Law & Lit Smorgasborg
posted by Frank Pasquale
Literature with implications for law and politics is the topic of this special issue of the Law and Politics Book Review. It has many bite-sized reviews/reflections. I particularly liked these thoughts from Simon Stern on Dr. Jekyll and Mr. Hyde:
Much of the interest in Stevenson’s tale lies in its status as a moral allegory about the human character, not as an exploration of Jekyll’s uniquely conflicted psyche. If Jekyll’s “underlying illness” is universally shared, should it be taken into consideration when we ask whether Hyde’s crimes were brought about by a voluntary act? Jekyll and Hyde thus opens up extensive vistas for discussion of different degrees of criminal liability.
And there are some provocative reflections on Brave New World from Tracy Lightcap:
What Huxley was trying to point out about the World State, is not that happiness and stability are undesirable, but that happiness and stability have to be achieved by societies that put individuals, not institutions, first.
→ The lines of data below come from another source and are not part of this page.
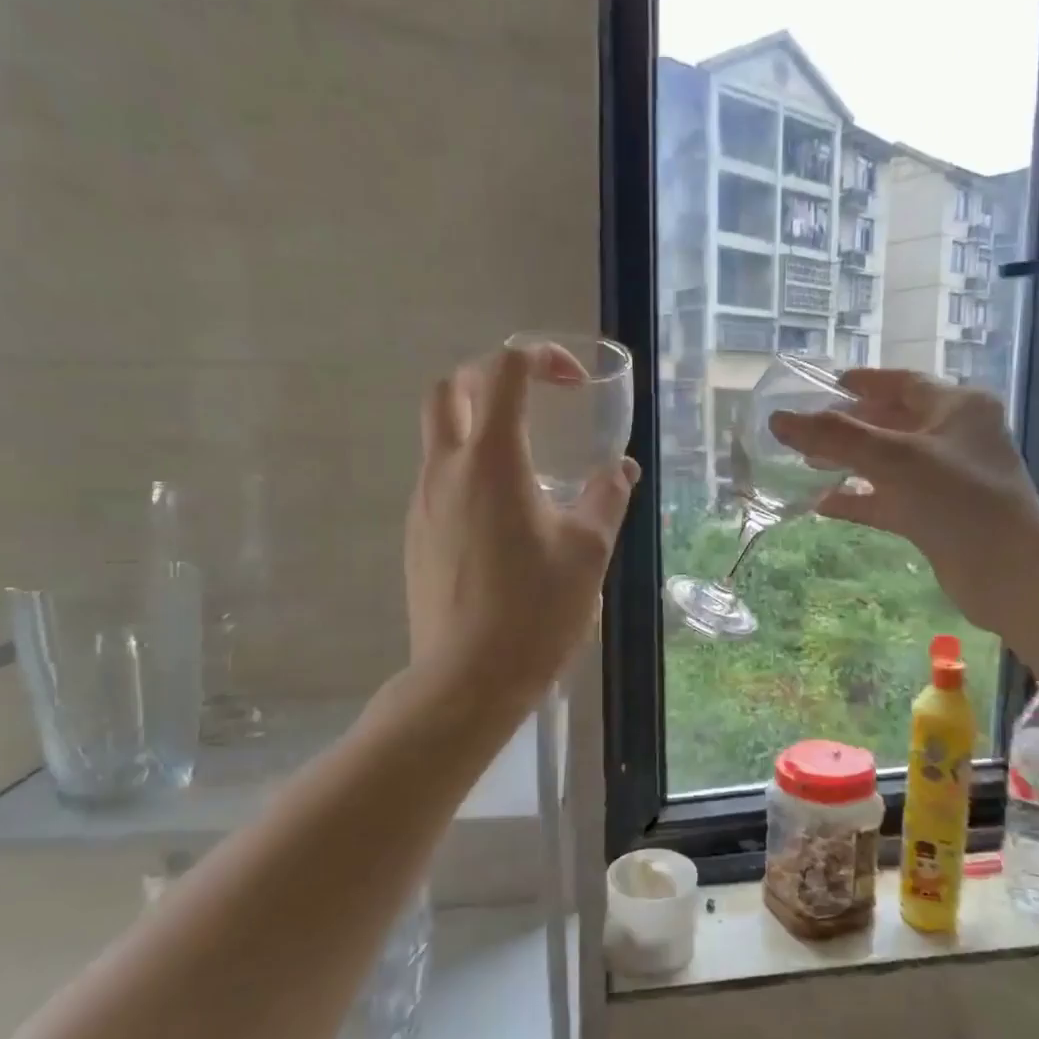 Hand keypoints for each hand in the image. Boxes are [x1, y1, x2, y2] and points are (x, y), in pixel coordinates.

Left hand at [405, 346, 638, 697]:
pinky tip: (505, 517)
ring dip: (478, 426)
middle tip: (534, 400)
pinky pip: (438, 480)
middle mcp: (447, 470)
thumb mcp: (588, 552)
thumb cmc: (536, 611)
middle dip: (490, 378)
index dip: (539, 359)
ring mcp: (423, 503)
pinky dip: (469, 471)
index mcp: (493, 462)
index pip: (503, 373)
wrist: (467, 679)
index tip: (572, 380)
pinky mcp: (416, 536)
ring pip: (439, 436)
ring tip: (528, 466)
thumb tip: (621, 470)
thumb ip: (606, 499)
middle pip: (449, 390)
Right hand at [769, 368, 1038, 633]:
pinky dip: (858, 499)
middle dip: (849, 426)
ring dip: (849, 463)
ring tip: (806, 465)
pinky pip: (889, 499)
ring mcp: (946, 480)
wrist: (1008, 572)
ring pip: (888, 463)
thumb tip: (779, 420)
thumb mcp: (894, 459)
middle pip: (892, 422)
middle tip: (806, 430)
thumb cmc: (958, 499)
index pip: (903, 384)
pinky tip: (823, 504)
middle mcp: (955, 438)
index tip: (827, 385)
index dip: (864, 382)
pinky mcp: (936, 516)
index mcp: (958, 407)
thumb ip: (835, 437)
As Huxley says, “In this community economics would be decentralist and Henry-Georgian, politics Kropotkinesque cooperative. Science and technology would be used as though, like the Sabbath, they had been made for man, not . . . as though man were adapted and enslaved to them. Religion would be the conscious and intelligent pursuit of man’s Final End . . . And the prevailing philosophy of life would be a kind of Higher Utilitarianism, in which . . . the first question to be asked in every contingency of life being ‘How will this thought or action contribute to or interfere with, the achievement, by me and the greatest number of other individuals, of man’s Final End’” (pp.ix-x).
There is a good deal of food for thought in these and the 20 or so other reviews in the issue.